Following the demise of City Link, announced on Christmas Day many may be wondering if that was the best time to announce it.
There is rarely a cataclysmic event that means that a company should stop trading immediately, it is more often a gradual decline that management should spot and try and turn the business around. Turning a business around will usually be the best outcome for creditors, but not all businesses can be turned around which means some business will fail and go into administration or liquidation.
The truth is that there is never a best time to go bust. There will always be creditors that loose money as an insolvent company will by definition not have enough assets to pay off all of its debts. Had City Link ceased trading a few days earlier the subcontract delivery drivers may have lost less, but the customers that had parcels in the distribution centres would have no doubt incurred additional costs to deliver, or there may have been many more householders waiting for their goods to be delivered.
The duty on the directors is to try and minimise the loss for creditors generally. This can involve making difficult decisions. In order to complete a project materials may be required that go unpaid but by completing the project debtor money will come in.

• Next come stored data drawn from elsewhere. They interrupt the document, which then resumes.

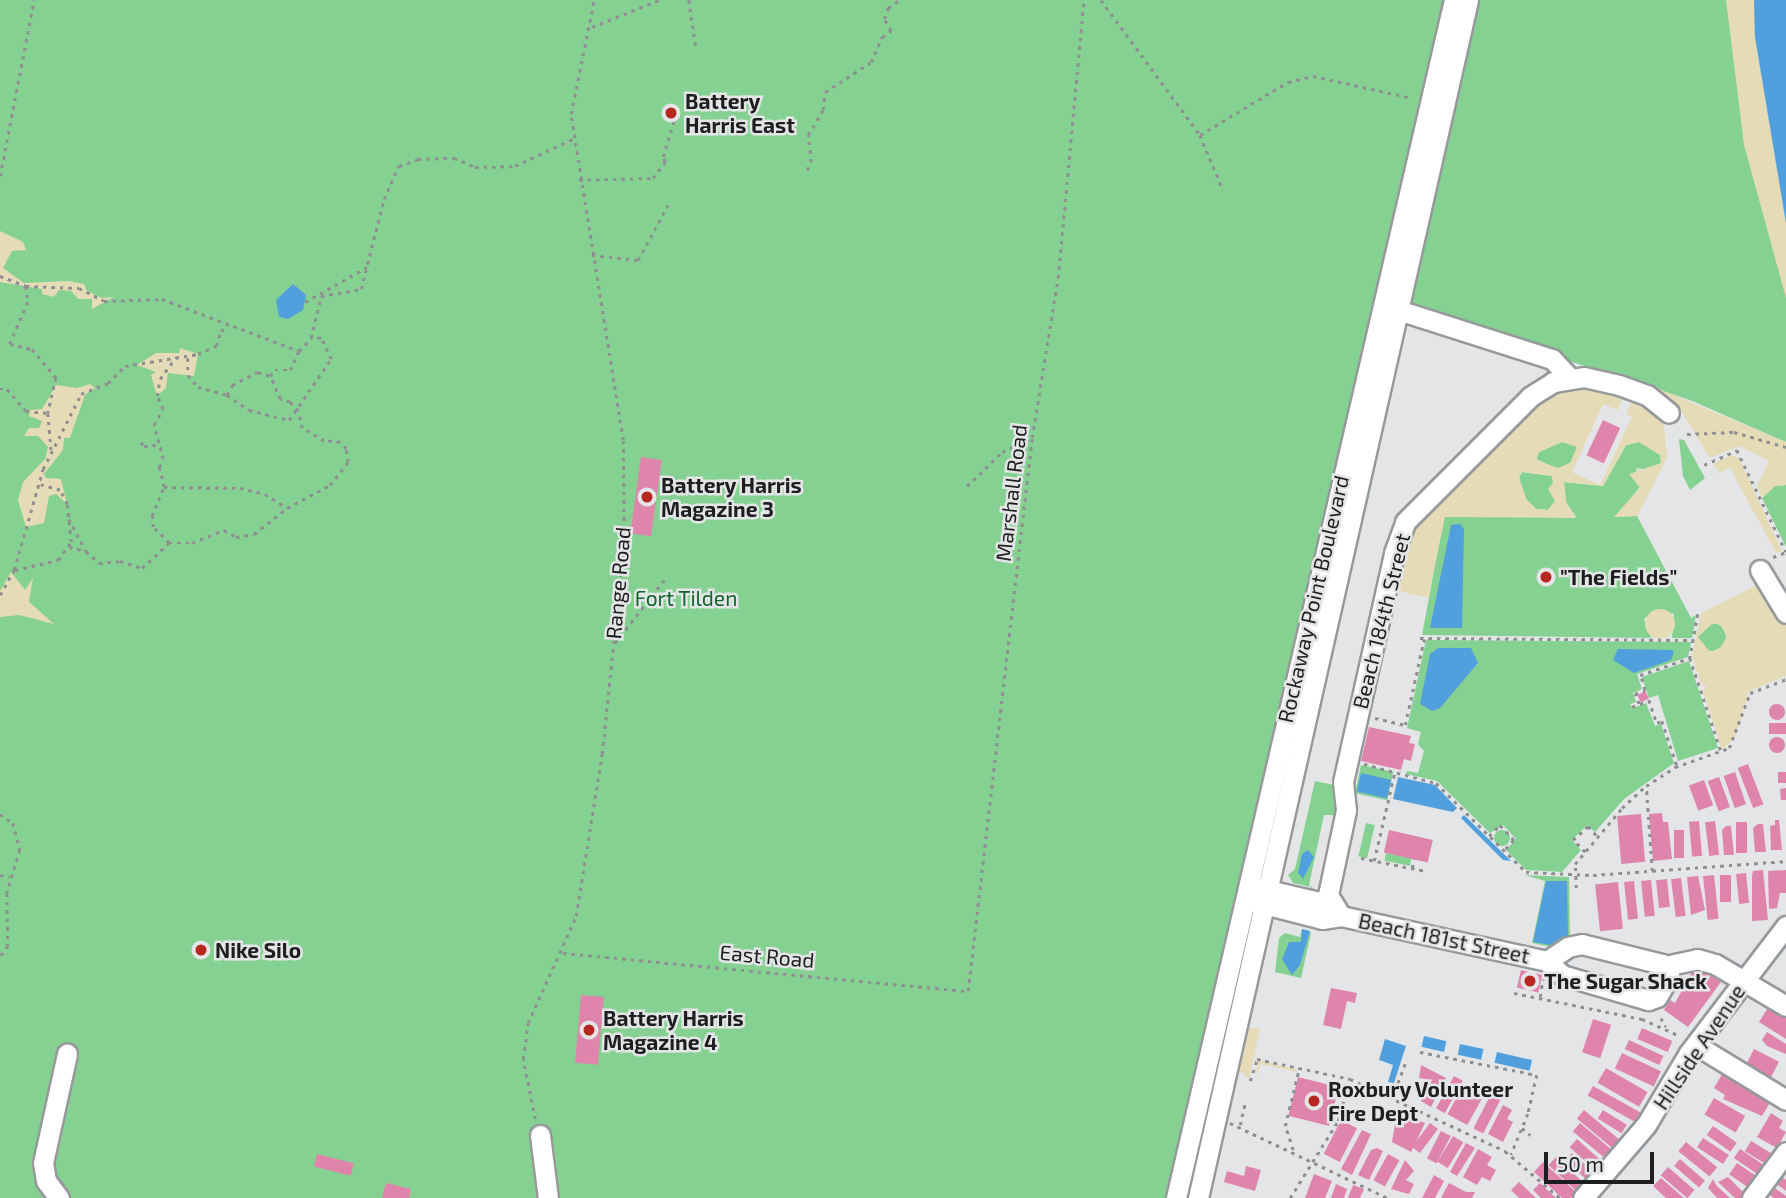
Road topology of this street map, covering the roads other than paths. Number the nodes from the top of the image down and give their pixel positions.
1 (1454, 0) edge
2 (1468, 0) edge
3 (1398, 310) junction
4 (1382, 338) junction
5 (1569, 377) junction
6 (1669, 413) dead end
7 (1760, 570) dead end
8 (1786, 613) edge
9 (1256, 900) junction
10 (1341, 916) junction
11 (1786, 926) edge
12 (1665, 966) junction
13 (1546, 968) junction
14 (1744, 979) junction
15 (1786, 1006) edge
16 (1219, 1009) junction
17 (1238, 1014) junction
18 (1702, 1048) junction
19 (67, 1054) dead end
20 (1203, 1077) junction
21 (1223, 1081) junction
22 (1786, 1100) edge
23 (540, 1135) road end
24 (1786, 1152) edge
25 (59, 1198) edge
26 (548, 1198) edge
27 (1176, 1198) edge
28 (1198, 1198) edge
29 (1583, 1198) edge
30 (1752, 1198) edge

1 - 4 street, Rockaway Point Boulevard
2 - 3 street, Rockaway Point Boulevard
3 - 4 street, Rockaway Point Boulevard
3 - 5 street
4 - 9 street, Rockaway Point Boulevard
5 - 6 street
5 - 10 street, Beach 184th Street
7 - 8 street
9 - 10 street, Beach 181st Street
9 - 16 street, Rockaway Point Boulevard
9 - 17 street, Rockaway Point Boulevard
10 - 13 street, Beach 181st Street
11 - 14 street, Hillside Avenue
12 - 13 street, Beach 181st Street
12 - 13 street, Beach 181st Street
12 - 14 street
14 - 15 street
14 - 18 street, Hillside Avenue
16 - 17 street
16 - 20 street, Rockaway Point Boulevard
17 - 21 street, Rockaway Point Boulevard
18 - 22 street
18 - 29 street, Hillside Avenue
19 - 25 street
20 - 21 street
20 - 27 street, Rockaway Point Boulevard
21 - 28 street, Rockaway Point Boulevard
23 - 26 street
24 - 30 street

Sometimes by trying to take appropriate action the directors may bring about the demise of the business. For example, by protecting new customers by not taking new orders will mean that the business runs out of work and could close sooner – on the other hand, taking on new orders without the certainty that the company can deliver would put those customers at risk of loss.
There will often be a difficult balancing act carried out by the directors and their advisors to try and minimise the damage. Having spent many years advising directors of businesses in distress, I know how hard these decisions are. There are frequently many different stakeholders in the business, lenders, customers, suppliers and employees to name just a few. There will be no one solution that suits them all and the insolvency practitioner and the directors have to steer a tricky path.
Insolvency practitioners are there to help directors struggling with these difficult decisions but sadly there is not a good time to go bust.